Un primo, tragico tentativo di bilancio romano

di Giorgio Cavagnaro - 10 settembre 2016

 Mi pare evidente che il M5S, assurto al potere a Roma, avesse largamente capito (fin dal momento della scelta di Raggi candidata) che per non fare una fulminante figura caprina avrebbe dovuto impiegare, in un modo o nell’altro e senza dare nell’occhio, massicce forze ben introdotte nel verminaio che tutti chiamano "mafia capitale". Ma che, disgraziatamente, è di fatto il brodo di coltura del potere romano da decenni . L’Ama, l’Atac, la discarica di Malagrotta, la gestione degli immigrati e dei Rom. I Casamonica e le gang criminali che spadroneggiano in lungo e in largo su centro, periferia e litorale. Mettici la totale assenza di risorse economiche, dovuta anch’essa a gestioni demenziali della potenzialità della città più bella del mondo, e il quadro è chiaro.

Grillo e i suoi devono aver pensato: qua la situazione è assai ingarbugliata (ma non sapevano quanto), meglio mettere in campo gente che ha utili legami con le passate gestioni. E siccome le cose o le fai per bene o meglio non farle, hanno scelto i legami che affondano radici nella destra maneggiona. Quella che aveva davvero spianato la strada a una corruzione totale, sfrenata al punto di travolgere, come un torrente inarrestabile, anche larghe fasce della sinistra, formando un sottobosco delinquenziale compatto.

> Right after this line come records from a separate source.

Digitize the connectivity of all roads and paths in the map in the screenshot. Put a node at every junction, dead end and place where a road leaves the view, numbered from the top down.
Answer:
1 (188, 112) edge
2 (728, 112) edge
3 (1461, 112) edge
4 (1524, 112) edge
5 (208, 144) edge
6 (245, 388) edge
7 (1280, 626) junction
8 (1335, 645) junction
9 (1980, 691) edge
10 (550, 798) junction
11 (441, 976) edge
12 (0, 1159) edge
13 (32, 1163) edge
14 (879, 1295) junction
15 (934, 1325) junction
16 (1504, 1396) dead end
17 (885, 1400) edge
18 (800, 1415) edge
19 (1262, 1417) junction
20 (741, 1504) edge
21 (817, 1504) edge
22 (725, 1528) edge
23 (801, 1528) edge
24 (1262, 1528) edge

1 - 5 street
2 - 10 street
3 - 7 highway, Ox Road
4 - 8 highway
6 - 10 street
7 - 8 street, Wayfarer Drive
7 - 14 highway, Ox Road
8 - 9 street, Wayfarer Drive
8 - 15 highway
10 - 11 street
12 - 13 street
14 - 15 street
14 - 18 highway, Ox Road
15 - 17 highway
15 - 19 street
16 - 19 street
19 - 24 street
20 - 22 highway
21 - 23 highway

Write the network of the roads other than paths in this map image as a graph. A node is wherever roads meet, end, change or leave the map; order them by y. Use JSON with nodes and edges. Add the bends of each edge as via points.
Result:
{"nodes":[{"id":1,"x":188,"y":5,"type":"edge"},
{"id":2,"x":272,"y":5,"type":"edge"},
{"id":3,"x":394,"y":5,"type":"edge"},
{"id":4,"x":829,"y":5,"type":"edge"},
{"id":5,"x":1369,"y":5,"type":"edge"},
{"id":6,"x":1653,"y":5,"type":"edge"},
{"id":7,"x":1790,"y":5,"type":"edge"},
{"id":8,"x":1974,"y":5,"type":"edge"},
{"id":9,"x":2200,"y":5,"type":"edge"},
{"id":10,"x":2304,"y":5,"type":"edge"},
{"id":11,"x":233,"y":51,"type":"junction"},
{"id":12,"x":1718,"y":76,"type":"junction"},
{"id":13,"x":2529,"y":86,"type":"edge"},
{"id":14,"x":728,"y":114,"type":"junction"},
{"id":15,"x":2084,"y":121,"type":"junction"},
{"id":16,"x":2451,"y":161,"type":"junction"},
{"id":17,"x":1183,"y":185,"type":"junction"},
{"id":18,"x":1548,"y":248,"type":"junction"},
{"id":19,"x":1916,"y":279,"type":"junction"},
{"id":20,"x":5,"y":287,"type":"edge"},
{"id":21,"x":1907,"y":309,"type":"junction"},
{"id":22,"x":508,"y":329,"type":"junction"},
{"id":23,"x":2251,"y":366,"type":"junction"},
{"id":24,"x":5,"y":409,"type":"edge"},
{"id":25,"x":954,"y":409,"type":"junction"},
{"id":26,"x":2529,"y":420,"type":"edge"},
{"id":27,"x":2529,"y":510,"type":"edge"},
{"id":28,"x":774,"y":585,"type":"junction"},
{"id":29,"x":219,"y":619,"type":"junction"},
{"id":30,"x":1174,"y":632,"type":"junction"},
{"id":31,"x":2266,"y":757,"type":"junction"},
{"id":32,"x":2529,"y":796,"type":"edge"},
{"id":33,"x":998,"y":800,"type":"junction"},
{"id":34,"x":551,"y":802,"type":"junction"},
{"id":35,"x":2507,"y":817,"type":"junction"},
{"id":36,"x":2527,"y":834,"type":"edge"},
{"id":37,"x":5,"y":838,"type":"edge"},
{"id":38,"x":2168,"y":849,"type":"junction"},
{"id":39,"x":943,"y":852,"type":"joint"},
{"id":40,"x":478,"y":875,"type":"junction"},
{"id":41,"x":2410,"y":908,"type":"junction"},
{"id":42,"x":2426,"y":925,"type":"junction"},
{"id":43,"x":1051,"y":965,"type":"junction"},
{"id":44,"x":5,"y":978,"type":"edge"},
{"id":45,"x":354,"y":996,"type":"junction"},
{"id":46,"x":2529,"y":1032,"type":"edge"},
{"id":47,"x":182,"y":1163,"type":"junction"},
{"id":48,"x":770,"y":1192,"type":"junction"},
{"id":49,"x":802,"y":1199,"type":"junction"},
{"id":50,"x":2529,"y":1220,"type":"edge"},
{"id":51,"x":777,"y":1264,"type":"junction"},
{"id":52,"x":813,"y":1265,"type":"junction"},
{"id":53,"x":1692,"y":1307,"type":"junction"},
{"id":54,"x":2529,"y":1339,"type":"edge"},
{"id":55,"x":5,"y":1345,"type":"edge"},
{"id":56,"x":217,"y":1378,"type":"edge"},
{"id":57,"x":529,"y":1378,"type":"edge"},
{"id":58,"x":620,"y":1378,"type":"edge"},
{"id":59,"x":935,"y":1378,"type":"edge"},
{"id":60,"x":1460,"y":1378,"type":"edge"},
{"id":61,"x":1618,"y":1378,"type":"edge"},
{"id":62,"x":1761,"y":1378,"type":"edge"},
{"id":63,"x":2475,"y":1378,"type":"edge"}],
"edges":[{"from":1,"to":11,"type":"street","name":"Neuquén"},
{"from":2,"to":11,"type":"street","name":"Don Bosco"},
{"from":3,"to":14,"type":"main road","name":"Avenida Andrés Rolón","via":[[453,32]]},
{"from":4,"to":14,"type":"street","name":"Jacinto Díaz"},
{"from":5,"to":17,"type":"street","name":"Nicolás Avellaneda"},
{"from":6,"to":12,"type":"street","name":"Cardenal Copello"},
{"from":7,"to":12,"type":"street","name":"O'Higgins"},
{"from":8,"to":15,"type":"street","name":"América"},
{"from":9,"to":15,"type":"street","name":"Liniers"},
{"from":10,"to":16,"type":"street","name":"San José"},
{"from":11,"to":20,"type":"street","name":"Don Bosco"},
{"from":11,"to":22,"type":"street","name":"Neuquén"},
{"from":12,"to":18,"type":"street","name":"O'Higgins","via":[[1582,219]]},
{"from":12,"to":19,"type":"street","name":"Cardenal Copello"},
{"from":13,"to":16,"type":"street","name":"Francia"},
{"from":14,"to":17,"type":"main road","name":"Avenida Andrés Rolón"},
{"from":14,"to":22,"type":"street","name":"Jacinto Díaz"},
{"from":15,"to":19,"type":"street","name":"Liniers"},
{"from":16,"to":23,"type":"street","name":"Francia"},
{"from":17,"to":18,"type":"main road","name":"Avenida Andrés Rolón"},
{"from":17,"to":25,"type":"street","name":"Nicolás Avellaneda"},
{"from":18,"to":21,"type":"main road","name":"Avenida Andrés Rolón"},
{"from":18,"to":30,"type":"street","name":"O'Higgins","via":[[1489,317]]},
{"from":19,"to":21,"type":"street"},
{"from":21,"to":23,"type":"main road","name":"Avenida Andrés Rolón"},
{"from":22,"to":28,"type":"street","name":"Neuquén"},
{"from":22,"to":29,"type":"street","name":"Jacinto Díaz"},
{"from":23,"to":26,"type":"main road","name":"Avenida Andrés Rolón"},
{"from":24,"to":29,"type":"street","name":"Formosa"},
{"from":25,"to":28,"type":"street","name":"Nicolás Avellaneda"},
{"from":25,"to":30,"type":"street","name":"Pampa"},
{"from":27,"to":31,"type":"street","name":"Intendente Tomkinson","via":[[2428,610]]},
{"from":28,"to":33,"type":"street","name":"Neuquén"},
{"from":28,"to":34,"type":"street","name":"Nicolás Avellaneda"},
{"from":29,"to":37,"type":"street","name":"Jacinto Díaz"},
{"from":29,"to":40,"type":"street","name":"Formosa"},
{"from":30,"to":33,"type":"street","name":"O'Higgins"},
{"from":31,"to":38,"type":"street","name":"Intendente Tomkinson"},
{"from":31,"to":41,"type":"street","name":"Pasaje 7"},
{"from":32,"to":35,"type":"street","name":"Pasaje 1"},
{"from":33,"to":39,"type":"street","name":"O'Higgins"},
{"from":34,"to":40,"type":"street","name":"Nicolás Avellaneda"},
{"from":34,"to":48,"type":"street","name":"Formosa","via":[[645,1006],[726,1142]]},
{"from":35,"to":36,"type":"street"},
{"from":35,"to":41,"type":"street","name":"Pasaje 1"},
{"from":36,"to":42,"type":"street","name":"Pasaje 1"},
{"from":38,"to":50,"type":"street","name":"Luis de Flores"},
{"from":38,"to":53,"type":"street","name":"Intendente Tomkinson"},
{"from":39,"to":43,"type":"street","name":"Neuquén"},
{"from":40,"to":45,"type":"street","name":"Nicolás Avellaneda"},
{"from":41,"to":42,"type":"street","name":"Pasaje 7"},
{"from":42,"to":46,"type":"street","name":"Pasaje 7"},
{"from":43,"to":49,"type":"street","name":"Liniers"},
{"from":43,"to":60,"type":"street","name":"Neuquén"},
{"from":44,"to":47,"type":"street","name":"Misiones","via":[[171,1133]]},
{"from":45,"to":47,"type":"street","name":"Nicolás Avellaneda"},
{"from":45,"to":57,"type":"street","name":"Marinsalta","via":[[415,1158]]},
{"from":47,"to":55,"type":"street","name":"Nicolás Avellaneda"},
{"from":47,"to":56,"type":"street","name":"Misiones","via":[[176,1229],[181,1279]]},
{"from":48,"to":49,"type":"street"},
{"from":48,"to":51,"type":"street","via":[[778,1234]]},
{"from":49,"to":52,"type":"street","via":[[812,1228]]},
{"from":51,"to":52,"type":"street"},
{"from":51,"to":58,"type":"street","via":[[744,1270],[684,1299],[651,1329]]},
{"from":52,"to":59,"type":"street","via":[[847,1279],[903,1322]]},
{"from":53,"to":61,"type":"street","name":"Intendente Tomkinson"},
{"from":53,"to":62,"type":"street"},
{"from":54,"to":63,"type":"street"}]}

Ed ecco Virginia Raggi, volto angelico e rapporti stretti con gli studi Previti (basta la parola) e Sammarco, cavallino di Troia facilmente manovrabile, ideale testa di ponte per la selezione di assessori ben introdotti nei settori che contano. Per esempio Paola Muraro, donna-chiave in quanto superconsulente in grado di riallacciare utilmente i rapporti col vero re di Roma, quel Cerroni boss delle discariche e della “monnezza”.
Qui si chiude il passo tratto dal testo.